-- WORK ORDER --
For the material below, please count the lines containing "Windsor". Reply with the count alone.

-- DATA FOR THIS TASK --
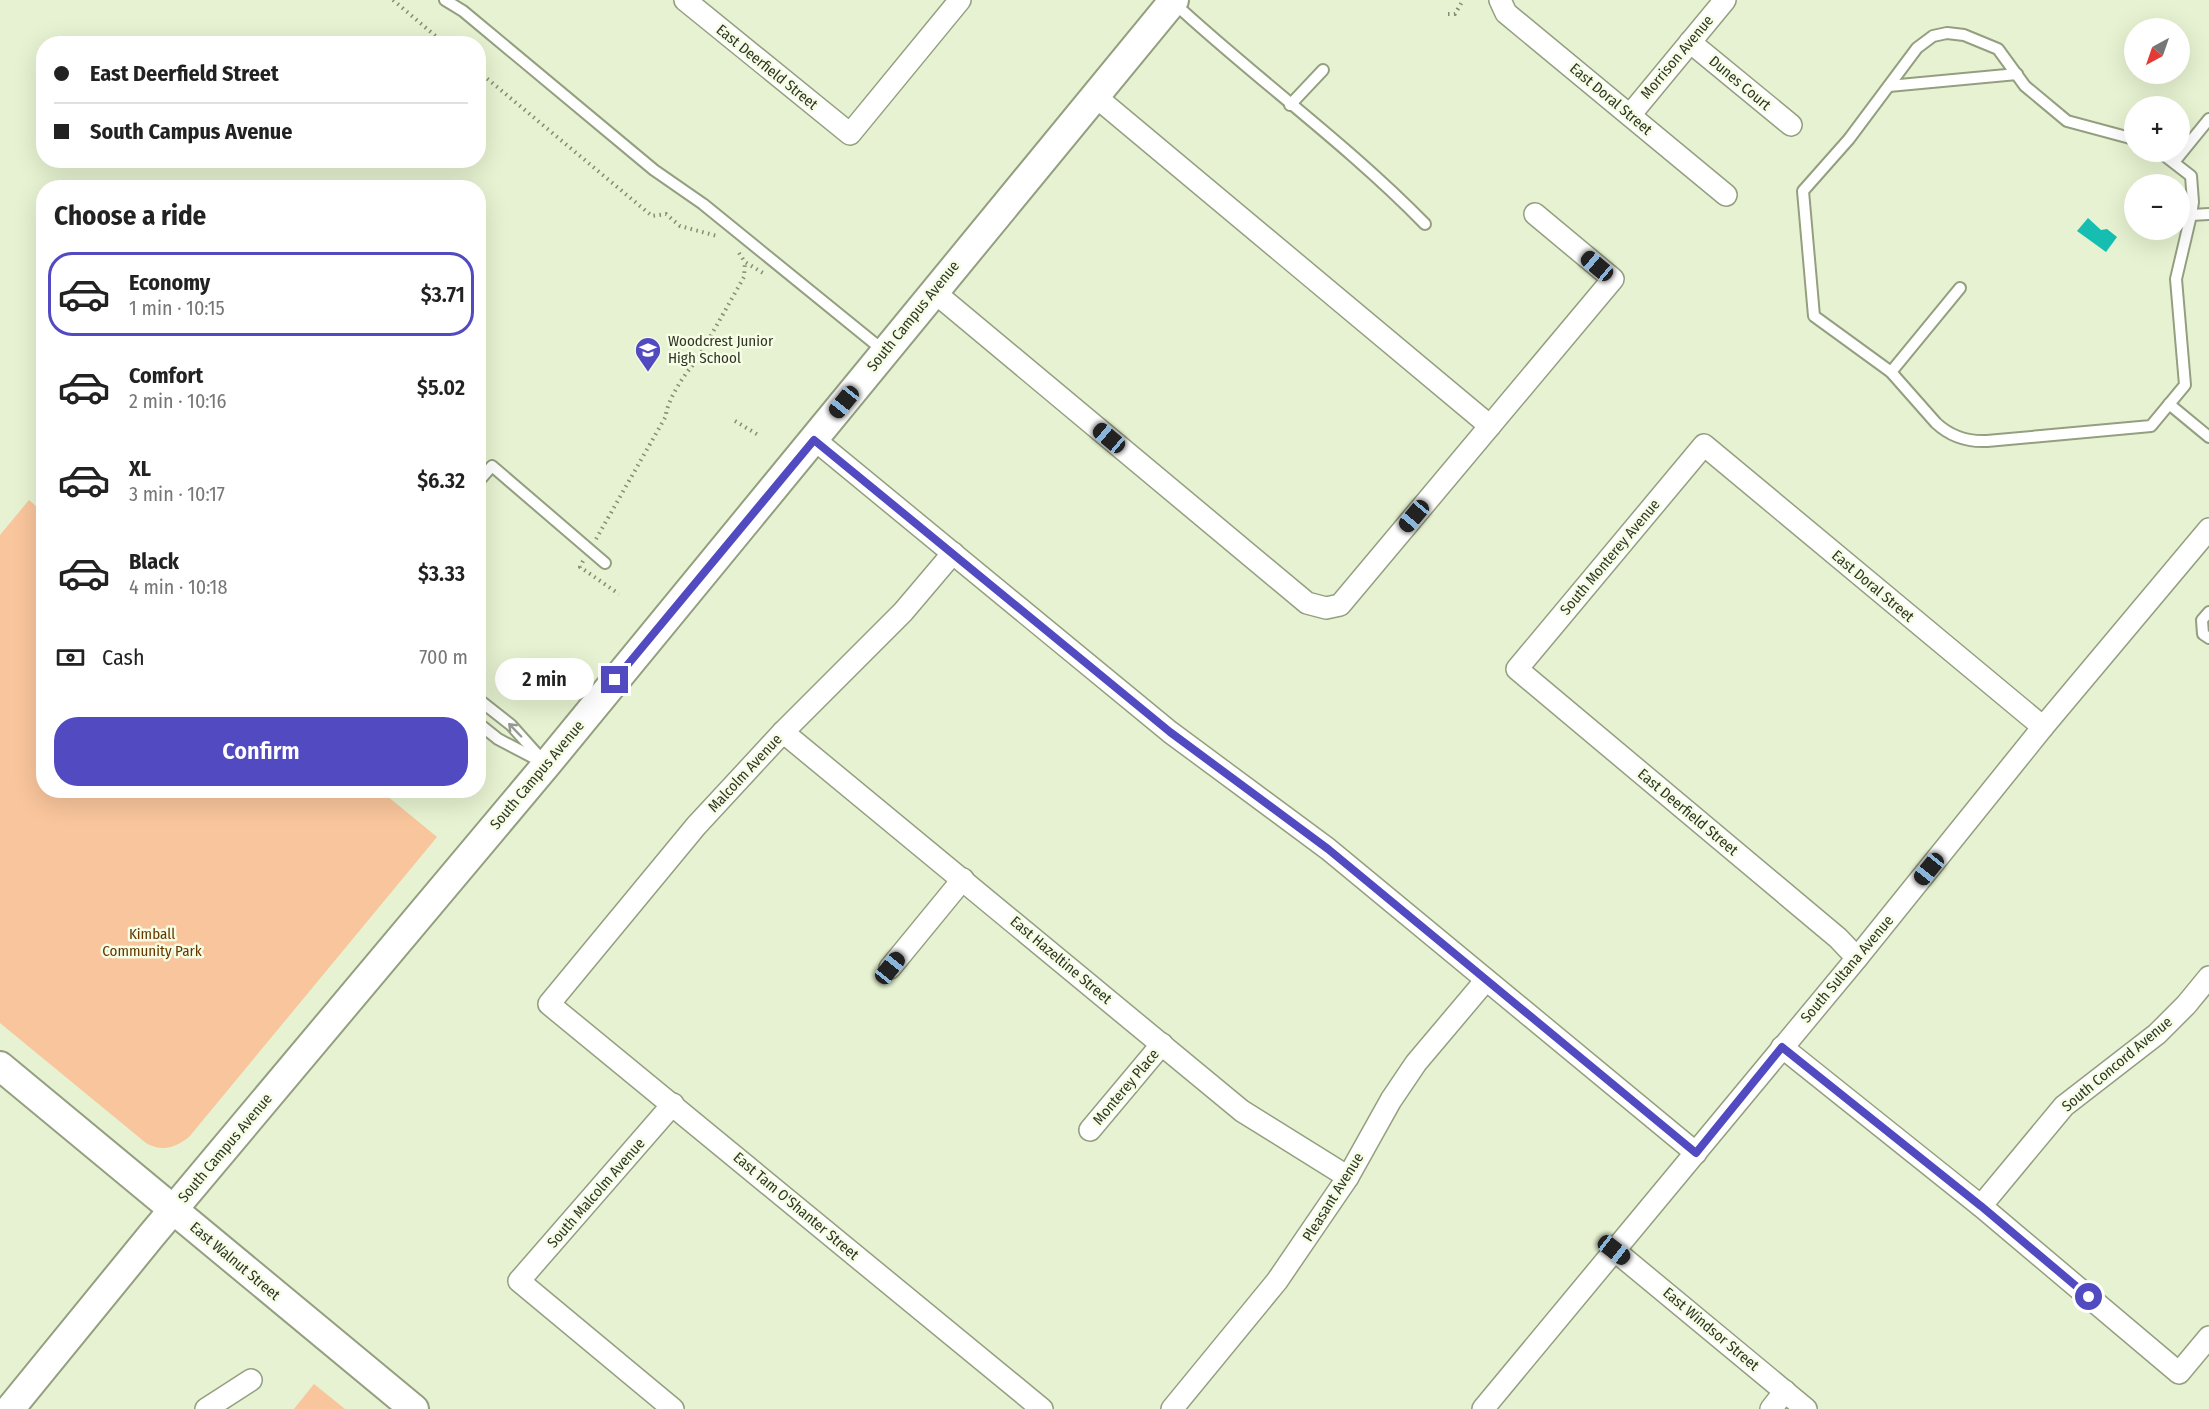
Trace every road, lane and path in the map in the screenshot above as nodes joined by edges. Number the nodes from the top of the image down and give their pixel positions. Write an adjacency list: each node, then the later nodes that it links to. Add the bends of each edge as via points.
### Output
1 (393, 0): 10 (path)
2 (445, 0): 35 (lane)
3 (685, 0): 4 (street, East Deerfield Street, via 850,134)
4 (960, 0)
5 (1463, 0): 9 (path, via 1455,14)
6 (1500, 0): 18 (street, East Doral Street, via 1506,13)
7 (1725, 0): 11 (street, Morrison Avenue)
8 (1174, 1): 16 (street, South Campus Avenue); 17 (lane)
9 (1448, 14)
10 (436, 36)
11 (1690, 42): 18 (street, Morrison Avenue); 20 (street, Dunes Court)
12 (1323, 70): 17 (lane)
13 (2017, 74): 15 (lane); 15 (lane, via 1998,49 1964,35 1947,33 1923,42); 21 (lane, via 2025,86 2067,122)
14 (486, 78): 29 (path, via 652,216 666,214 680,226)
15 (1889, 86): 36 (lane, via 1803,191 1814,316)
16 (1095, 96): 34 (street, South Campus Avenue); 39 (street)
17 (1290, 105): 28 (lane, via 1394,192)
18 (1630, 114): 24 (street, East Doral Street)
19 (2209, 119): 22 (lane)
20 (1791, 125)
21 (2124, 137)
22 (2190, 142)
23 (2174, 162): 27 (lane, via 2191,176)
24 (1726, 195)
25 (1535, 214): 39 (street, via 1613,279)
26 (2209, 214): 27 (lane)
27 (2191, 215): 37 (lane, via 2176,279 2186,385)
28 (1425, 224)
29 (721, 237)
30 (736, 249): 31 (path)
31 (745, 262): 32 (path); 46 (path, via 744,277 677,389 666,416)
32 (766, 274)
33 (1960, 288): 36 (lane)
34 (933, 291): 35 (street, South Campus Avenue); 39 (street, via 1307,603 1316,606 1340,605)
35 (885, 351): 42 (street, South Campus Avenue)
36 (1891, 372): 37 (lane, via 1940,426 1954,436 1972,441 2151,426)
37 (2169, 404): 41 (lane)
38 (735, 421): 40 (path)
39 (1490, 426)
40 (760, 436)
41 (2209, 437)
42 (814, 440): 47 (street); 57 (street, South Campus Avenue)
43 (1704, 445): 52 (street, South Monterey Avenue); 54 (street, East Doral Street)
44 (486, 473): 46 (lane, via 492,466)
45 (2209, 529): 54 (street, South Sultana Avenue)
46 (590, 550): 48 (lane); 49 (path, via 580,567)
47 (953, 553): 56 (street, Malcolm Avenue, via 903,612); 62 (street, via 1170,732 1328,849)
48 (605, 563)
49 (619, 594)
50 (2209, 612): 51 (lane, via 2202,621 2203,634)
51 (2209, 638)
52 (1517, 669): 59 (street, East Deerfield Street)
53 (486, 705): 57 (lane, one-way to 53, via 511,725)
54 (2043, 727): 59 (street, South Sultana Avenue)
55 (486, 729): 57 (lane)
56 (783, 732): 58 (street, East Hazeltine Street); 63 (street, Malcolm Avenue, via 696,826)
57 (547, 764): 72 (street, South Campus Avenue)
58 (963, 879): 60 (street); 64 (street, East Hazeltine Street)
59 (1857, 958): 65 (street, South Sultana Avenue)
60 (890, 968)
61 (2209, 977): 71 (street, South Concord Avenue, via 2157,1034 2064,1106)
62 (1486, 980): 69 (street); 70 (street, Pleasant Avenue, via 1416,1063)
63 (549, 1004): 67 (street, East Tam O'Shanter Street)
64 (1162, 1044): 68 (street, Monterey Place); 70 (street, East Hazeltine Street, via 1242,1111)
65 (1782, 1047): 69 (street, South Sultana Avenue); 71 (street)
66 (0, 1066): 72 (street, East Walnut Street)
67 (673, 1104): 80 (street, South Malcolm Avenue, via 519,1281); 81 (street, East Tam O'Shanter Street)
68 (1090, 1130)
69 (1696, 1153): 73 (street, South Sultana Avenue)
70 (1348, 1177): 82 (street, Pleasant Avenue, via 1277,1281)
71 (1981, 1206): 74 (street, via 2179,1373)
72 (173, 1210): 77 (street, South Campus Avenue); 79 (street, East Walnut Street)
73 (1614, 1250): 76 (street, East Windsor Street); 83 (street, South Sultana Avenue)
74 (2209, 1337)
75 (251, 1380): 78 (street)
76 (1785, 1391): 84 (street); 85 (street, East Windsor Street)
77 (10, 1409)
78 (206, 1409)
79 (414, 1409)
80 (673, 1409)
81 (1042, 1409)
82 (1172, 1409)
83 (1483, 1409)
84 (1771, 1409)
85 (1806, 1409)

-- SOLUTION TO THE EXERCISE --
2